- [Work instructions]:
Set down each entry as it stands. Skip the pictures.

(Beginning of Data to process)

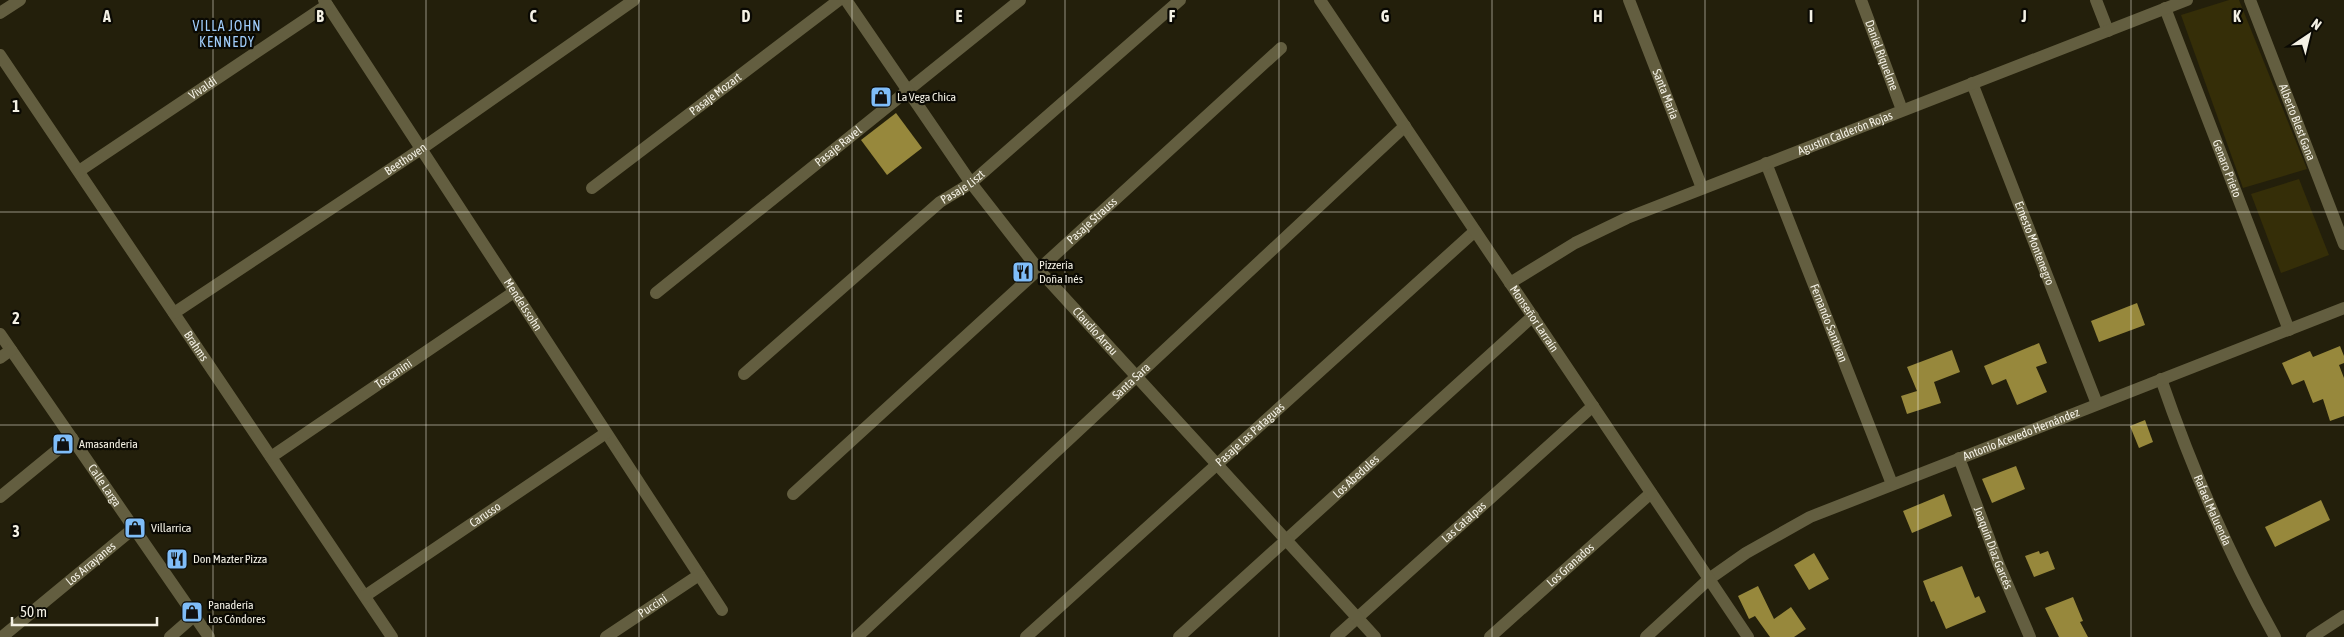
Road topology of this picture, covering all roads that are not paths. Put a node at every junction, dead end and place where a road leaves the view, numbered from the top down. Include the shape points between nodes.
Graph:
1 (20, 0) edge
2 (634, 0) edge
3 (839, 0) edge
4 (846, 0) edge
5 (1020, 0) edge
6 (1180, 0) edge
7 (1628, 0) edge
8 (1861, 0) edge
9 (2096, 0) edge
10 (2187, 0) edge
11 (2250, 0) edge
12 (1322, 1) edge
13 (325, 2) edge
14 (2165, 8) junction
15 (0, 14) edge
16 (2108, 31) junction
17 (1281, 48) dead end
18 (0, 55) edge
19 (1972, 83) junction
20 (909, 92) junction
21 (1902, 110) junction
22 (1405, 126) junction
23 (421, 149) junction
24 (1766, 163) junction
25 (79, 171) junction
26 (971, 183) junction
27 (592, 188) dead end
28 (1702, 188) junction
29 (1475, 231) junction
30 (2344, 244) edge
31 (1039, 270) junction
32 (1510, 283) junction
33 (514, 292) junction
34 (656, 293) dead end
35 (2344, 308) edge
36 (174, 313) junction
37 (1533, 316) junction
38 (2289, 330) junction
39 (0, 334) edge
40 (11, 350) junction
41 (0, 358) edge
42 (744, 374) dead end
43 (1136, 377) junction
44 (2162, 380) junction
45 (2097, 404) junction
46 (1593, 406) junction
47 (606, 433) junction
48 (72, 438) junction
49 (271, 456) junction
50 (1959, 458) junction
51 (1217, 464) junction
52 (1892, 484) junction
53 (1651, 493) junction
54 (793, 494) dead end
55 (0, 497) edge
56 (134, 528) junction
57 (1286, 539) junction
58 (699, 575) junction
59 (1709, 578) junction
60 (365, 596) junction
61 (722, 610) dead end
62 (194, 616) junction
63 (2344, 616) edge
64 (1358, 618) junction
65 (2, 637) edge
66 (170, 637) edge
67 (209, 637) edge
68 (392, 637) edge
69 (606, 637) edge
70 (857, 637) edge
71 (1026, 637) edge
72 (1179, 637) edge
73 (1336, 637) edge
74 (1376, 637) edge
75 (1490, 637) edge
76 (1646, 637) edge
77 (1748, 637) edge
78 (2030, 637) edge
79 (2275, 637) edge
80 (2312, 637) edge

1 - 15 street
2 - 23 street, Beethoven
3 - 27 street, Pasaje Mozart
4 - 20 street, Claudio Arrau
5 - 20 street, Pasaje Ravel
6 - 26 street, Pasaje Liszt
7 - 28 street, Santa María
8 - 21 street, Daniel Riquelme
9 - 16 street
10 - 14 street, Agustín Calderón Rojas
11 - 30 street, Alberto Blest Gana
12 - 22 street, Monseñor Larraín
13 - 23 street, Mendelssohn
13 - 25 street, Vivaldi
14 - 16 street, Agustín Calderón Rojas
14 - 38 street, Genaro Prieto
16 - 19 street, Agustín Calderón Rojas
17 - 31 street, Pasaje Strauss
18 - 25 street, Brahms
19 - 21 street, Agustín Calderón Rojas
19 - 45 street, Ernesto Montenegro
20 - 26 street, Claudio Arrau
20 - 34 street, Pasaje Ravel
21 - 24 street, Agustín Calderón Rojas
22 - 29 street, Monseñor Larraín
22 - 43 street, Santa Sara
23 - 33 street, Mendelssohn
23 - 36 street, Beethoven
24 - 28 street, Agustín Calderón Rojas
24 - 52 street, Fernando Santivan
25 - 36 street, Brahms
26 - 31 street, Claudio Arrau
26 - 42 street, Pasaje Liszt via 940,202
28 - 32 street, Agustín Calderón Rojas via 1584,238
29 - 32 street, Monseñor Larraín
29 - 51 street, Pasaje Las Pataguas
31 - 43 street, Claudio Arrau
31 - 54 street, Pasaje Strauss
32 - 37 street, Monseñor Larraín
33 - 47 street, Mendelssohn
33 - 49 street, Toscanini
35 - 38 street, Antonio Acevedo Hernández
36 - 49 street, Brahms
37 - 46 street, Monseñor Larraín
37 - 57 street, Los Abedules
38 - 44 street, Antonio Acevedo Hernández
39 - 40 street, Calle Larga
40 - 41 street
40 - 48 street, Calle Larga
43 - 51 street, Claudio Arrau
43 - 70 street, Santa Sara
44 - 45 street, Antonio Acevedo Hernández
44 - 79 street, Rafael Maluenda via 2210,507
45 - 50 street, Antonio Acevedo Hernández
46 - 53 street, Monseñor Larraín
46 - 64 street, Las Catalpas
47 - 58 street, Mendelssohn
47 - 60 street, Carusso
48 - 55 street
48 - 56 street, Calle Larga
49 - 60 street, Brahms
50 - 52 street, Antonio Acevedo Hernández
50 - 78 street, Joaquín Díaz Garcés via 1999,566
51 - 57 street, Claudio Arrau
51 - 71 street, Pasaje Las Pataguas
52 - 59 street, Antonio Acevedo Hernández via 1789,528
53 - 59 street, Monseñor Larraín
53 - 75 street, Los Granados
56 - 62 street, Calle Larga
56 - 65 street, Los Arrayanes
57 - 64 street, Claudio Arrau
57 - 72 street, Los Abedules
58 - 61 street, Mendelssohn
58 - 69 street, Puccini
59 - 76 street, Antonio Acevedo Hernández
59 - 77 street, Monseñor Larraín
60 - 68 street, Brahms
62 - 66 street
62 - 67 street, Calle Larga
63 - 80 street
64 - 73 street, Las Catalpas
64 - 74 street, Claudio Arrau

(End of Data to process)

- [Expected answer]:
Road topology of this picture, covering all roads that are not paths. Put a node at every junction, dead end and place where a road leaves the view, numbered from the top down. Include the shape points between nodes.
Graph:
1 (20, 0) edge
2 (634, 0) edge
3 (839, 0) edge
4 (846, 0) edge
5 (1020, 0) edge
6 (1180, 0) edge
7 (1628, 0) edge
8 (1861, 0) edge
9 (2096, 0) edge
10 (2187, 0) edge
11 (2250, 0) edge
12 (1322, 1) edge
13 (325, 2) edge
14 (2165, 8) junction
15 (0, 14) edge
16 (2108, 31) junction
17 (1281, 48) dead end
18 (0, 55) edge
19 (1972, 83) junction
20 (909, 92) junction
21 (1902, 110) junction
22 (1405, 126) junction
23 (421, 149) junction
24 (1766, 163) junction
25 (79, 171) junction
26 (971, 183) junction
27 (592, 188) dead end
28 (1702, 188) junction
29 (1475, 231) junction
30 (2344, 244) edge
31 (1039, 270) junction
32 (1510, 283) junction
33 (514, 292) junction
34 (656, 293) dead end
35 (2344, 308) edge
36 (174, 313) junction
37 (1533, 316) junction
38 (2289, 330) junction
39 (0, 334) edge
40 (11, 350) junction
41 (0, 358) edge
42 (744, 374) dead end
43 (1136, 377) junction
44 (2162, 380) junction
45 (2097, 404) junction
46 (1593, 406) junction
47 (606, 433) junction
48 (72, 438) junction
49 (271, 456) junction
50 (1959, 458) junction
51 (1217, 464) junction
52 (1892, 484) junction
53 (1651, 493) junction
54 (793, 494) dead end
55 (0, 497) edge
56 (134, 528) junction
57 (1286, 539) junction
58 (699, 575) junction
59 (1709, 578) junction
60 (365, 596) junction
61 (722, 610) dead end
62 (194, 616) junction
63 (2344, 616) edge
64 (1358, 618) junction
65 (2, 637) edge
66 (170, 637) edge
67 (209, 637) edge
68 (392, 637) edge
69 (606, 637) edge
70 (857, 637) edge
71 (1026, 637) edge
72 (1179, 637) edge
73 (1336, 637) edge
74 (1376, 637) edge
75 (1490, 637) edge
76 (1646, 637) edge
77 (1748, 637) edge
78 (2030, 637) edge
79 (2275, 637) edge
80 (2312, 637) edge

1 - 15 street
2 - 23 street, Beethoven
3 - 27 street, Pasaje Mozart
4 - 20 street, Claudio Arrau
5 - 20 street, Pasaje Ravel
6 - 26 street, Pasaje Liszt
7 - 28 street, Santa María
8 - 21 street, Daniel Riquelme
9 - 16 street
10 - 14 street, Agustín Calderón Rojas
11 - 30 street, Alberto Blest Gana
12 - 22 street, Monseñor Larraín
13 - 23 street, Mendelssohn
13 - 25 street, Vivaldi
14 - 16 street, Agustín Calderón Rojas
14 - 38 street, Genaro Prieto
16 - 19 street, Agustín Calderón Rojas
17 - 31 street, Pasaje Strauss
18 - 25 street, Brahms
19 - 21 street, Agustín Calderón Rojas
19 - 45 street, Ernesto Montenegro
20 - 26 street, Claudio Arrau
20 - 34 street, Pasaje Ravel
21 - 24 street, Agustín Calderón Rojas
22 - 29 street, Monseñor Larraín
22 - 43 street, Santa Sara
23 - 33 street, Mendelssohn
23 - 36 street, Beethoven
24 - 28 street, Agustín Calderón Rojas
24 - 52 street, Fernando Santivan
25 - 36 street, Brahms
26 - 31 street, Claudio Arrau
26 - 42 street, Pasaje Liszt via 940,202
28 - 32 street, Agustín Calderón Rojas via 1584,238
29 - 32 street, Monseñor Larraín
29 - 51 street, Pasaje Las Pataguas
31 - 43 street, Claudio Arrau
31 - 54 street, Pasaje Strauss
32 - 37 street, Monseñor Larraín
33 - 47 street, Mendelssohn
33 - 49 street, Toscanini
35 - 38 street, Antonio Acevedo Hernández
36 - 49 street, Brahms
37 - 46 street, Monseñor Larraín
37 - 57 street, Los Abedules
38 - 44 street, Antonio Acevedo Hernández
39 - 40 street, Calle Larga
40 - 41 street
40 - 48 street, Calle Larga
43 - 51 street, Claudio Arrau
43 - 70 street, Santa Sara
44 - 45 street, Antonio Acevedo Hernández
44 - 79 street, Rafael Maluenda via 2210,507
45 - 50 street, Antonio Acevedo Hernández
46 - 53 street, Monseñor Larraín
46 - 64 street, Las Catalpas
47 - 58 street, Mendelssohn
47 - 60 street, Carusso
48 - 55 street
48 - 56 street, Calle Larga
49 - 60 street, Brahms
50 - 52 street, Antonio Acevedo Hernández
50 - 78 street, Joaquín Díaz Garcés via 1999,566
51 - 57 street, Claudio Arrau
51 - 71 street, Pasaje Las Pataguas
52 - 59 street, Antonio Acevedo Hernández via 1789,528
53 - 59 street, Monseñor Larraín
53 - 75 street, Los Granados
56 - 62 street, Calle Larga
56 - 65 street, Los Arrayanes
57 - 64 street, Claudio Arrau
57 - 72 street, Los Abedules
58 - 61 street, Mendelssohn
58 - 69 street, Puccini
59 - 76 street, Antonio Acevedo Hernández
59 - 77 street, Monseñor Larraín
60 - 68 street, Brahms
62 - 66 street
62 - 67 street, Calle Larga
63 - 80 street
64 - 73 street, Las Catalpas
64 - 74 street, Claudio Arrau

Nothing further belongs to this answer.